Sarva Shiksha Abhiyan slow in delhi: CAG
CAG also found that there is lack of seriousness in the composition of the structures set up to implement the scheme, reports Amitabh Shukla.india Updated: Nov 09, 2006 00:55 IST
The Comptroller and Auditor General of India (CAG) has found that the implementation of the Sarva Shiksha Abhiyan (SSA) in Delhi is slow and there is poor utilisation of the funds. It has also found that there is lack of seriousness in the composition of the structures set up to implement the scheme.
The CAG report was tabled in the Delhi Assembly on Wednesday. It, however, did not come up for discussion. The Minister concerned too refused to reply to the report.
The SSA was launched in 2001-02 as a flagship programme of the Union HRD ministry aimed at providing elementary education to all children in the 6-14 age groups in the country by 2010. The CAG conducted a performance audit during the period from 2002-03 to 2004-05.
The SSA envisages close involvement and participation of the local community and stakeholders in both the planning process and in determining areas of spending. The CAG, however, found it its audit that there was no such participation in the formulation of the annual plans which was largely formulated at the headquarters. "Therewas a decreasing trend of enrollment of male students in all districts, except North West district which was indicative of either an alarming number of children not joining schools or lack of authenticity of data," the CAG said.

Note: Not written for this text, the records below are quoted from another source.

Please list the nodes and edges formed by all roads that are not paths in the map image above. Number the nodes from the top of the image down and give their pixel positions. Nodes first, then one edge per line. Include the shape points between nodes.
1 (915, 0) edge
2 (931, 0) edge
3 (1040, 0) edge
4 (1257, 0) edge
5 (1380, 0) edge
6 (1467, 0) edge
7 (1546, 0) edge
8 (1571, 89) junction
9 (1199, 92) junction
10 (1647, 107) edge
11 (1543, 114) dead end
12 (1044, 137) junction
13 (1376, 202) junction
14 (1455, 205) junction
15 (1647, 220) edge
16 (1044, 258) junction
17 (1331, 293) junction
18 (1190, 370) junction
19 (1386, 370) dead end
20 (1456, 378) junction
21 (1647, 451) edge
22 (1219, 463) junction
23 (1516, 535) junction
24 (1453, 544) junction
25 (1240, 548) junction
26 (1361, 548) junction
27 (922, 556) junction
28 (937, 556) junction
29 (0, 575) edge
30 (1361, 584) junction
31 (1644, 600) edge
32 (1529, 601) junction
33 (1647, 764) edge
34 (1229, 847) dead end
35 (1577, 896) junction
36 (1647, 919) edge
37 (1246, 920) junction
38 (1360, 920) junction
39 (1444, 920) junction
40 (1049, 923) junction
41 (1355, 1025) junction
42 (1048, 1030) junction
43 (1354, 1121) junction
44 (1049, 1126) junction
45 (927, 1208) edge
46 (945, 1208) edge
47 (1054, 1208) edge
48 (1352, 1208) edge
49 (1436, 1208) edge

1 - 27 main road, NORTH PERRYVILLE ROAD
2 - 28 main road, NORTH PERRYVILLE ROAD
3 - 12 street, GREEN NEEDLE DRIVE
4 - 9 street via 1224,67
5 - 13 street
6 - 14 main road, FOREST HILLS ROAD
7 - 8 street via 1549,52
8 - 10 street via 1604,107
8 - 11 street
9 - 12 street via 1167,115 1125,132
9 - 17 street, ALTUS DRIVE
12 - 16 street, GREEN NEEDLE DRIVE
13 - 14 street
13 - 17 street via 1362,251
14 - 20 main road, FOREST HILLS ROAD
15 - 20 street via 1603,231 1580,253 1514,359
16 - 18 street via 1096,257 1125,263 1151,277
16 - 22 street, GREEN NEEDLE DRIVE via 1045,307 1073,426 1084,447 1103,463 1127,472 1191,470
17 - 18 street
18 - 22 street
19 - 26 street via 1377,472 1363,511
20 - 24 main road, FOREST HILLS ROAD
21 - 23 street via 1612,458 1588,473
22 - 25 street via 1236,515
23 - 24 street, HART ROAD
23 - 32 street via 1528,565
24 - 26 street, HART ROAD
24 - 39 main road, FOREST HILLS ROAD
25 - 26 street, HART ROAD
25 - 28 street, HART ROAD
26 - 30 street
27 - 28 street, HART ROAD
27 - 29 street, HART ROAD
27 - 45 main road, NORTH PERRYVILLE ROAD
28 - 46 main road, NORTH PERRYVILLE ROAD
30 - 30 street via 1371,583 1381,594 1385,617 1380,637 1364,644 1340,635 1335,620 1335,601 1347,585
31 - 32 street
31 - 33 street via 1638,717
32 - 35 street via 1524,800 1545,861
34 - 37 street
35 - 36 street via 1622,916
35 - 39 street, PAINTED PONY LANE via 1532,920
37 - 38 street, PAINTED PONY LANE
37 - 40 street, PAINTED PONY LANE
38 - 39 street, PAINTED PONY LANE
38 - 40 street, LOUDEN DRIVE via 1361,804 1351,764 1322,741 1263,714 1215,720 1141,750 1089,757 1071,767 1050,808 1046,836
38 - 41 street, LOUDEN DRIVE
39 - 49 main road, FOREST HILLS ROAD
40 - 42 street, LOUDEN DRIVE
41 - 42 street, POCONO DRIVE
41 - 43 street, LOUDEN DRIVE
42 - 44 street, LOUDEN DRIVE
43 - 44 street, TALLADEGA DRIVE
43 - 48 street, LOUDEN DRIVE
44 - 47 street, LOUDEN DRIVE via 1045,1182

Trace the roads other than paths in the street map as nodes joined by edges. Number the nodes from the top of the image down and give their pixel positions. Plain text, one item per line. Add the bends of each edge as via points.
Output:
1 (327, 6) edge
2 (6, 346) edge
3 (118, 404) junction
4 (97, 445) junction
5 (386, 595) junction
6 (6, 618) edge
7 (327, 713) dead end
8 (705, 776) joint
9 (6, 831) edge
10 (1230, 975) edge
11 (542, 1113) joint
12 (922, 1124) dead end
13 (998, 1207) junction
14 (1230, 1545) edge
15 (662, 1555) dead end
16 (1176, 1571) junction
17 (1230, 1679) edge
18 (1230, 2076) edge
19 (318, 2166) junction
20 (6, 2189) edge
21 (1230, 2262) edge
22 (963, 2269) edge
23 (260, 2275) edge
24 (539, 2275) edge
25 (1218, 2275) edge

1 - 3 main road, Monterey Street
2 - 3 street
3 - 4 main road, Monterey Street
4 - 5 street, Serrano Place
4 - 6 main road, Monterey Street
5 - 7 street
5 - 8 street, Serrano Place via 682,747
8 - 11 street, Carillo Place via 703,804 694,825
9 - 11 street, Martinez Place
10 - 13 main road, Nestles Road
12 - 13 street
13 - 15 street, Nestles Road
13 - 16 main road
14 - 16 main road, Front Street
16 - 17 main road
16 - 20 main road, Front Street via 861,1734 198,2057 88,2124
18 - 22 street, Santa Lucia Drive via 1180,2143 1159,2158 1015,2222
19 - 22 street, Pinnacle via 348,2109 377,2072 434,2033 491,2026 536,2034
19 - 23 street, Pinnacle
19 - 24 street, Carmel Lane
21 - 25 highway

The CAG also pointed to the lack of intervention for the education of SC/ST children in Delhi. "The ratio of out of school children per thousand children in the age group of 6-14 years was 90 in respect of SC children in Delhi as compared to 19 in Chandigarh, 2 in Pondicherry, 69 in Haryana, 43 in Punjab and 89 in Rajasthan," the report said.
The performance audit also found that there was no uniformity in posting of teachers leading to a skewed distribution of teachers which was boundto affect the quality of education. It said adequate attention has not been paid to provision of infrastructure in terms of school buildings and essential facilities within the school. The CAG also found that no strategies were devised to impart education to children with special needs and urban deprived children. There are 30,186 children with special needs and 5,400 urban children in Delhi.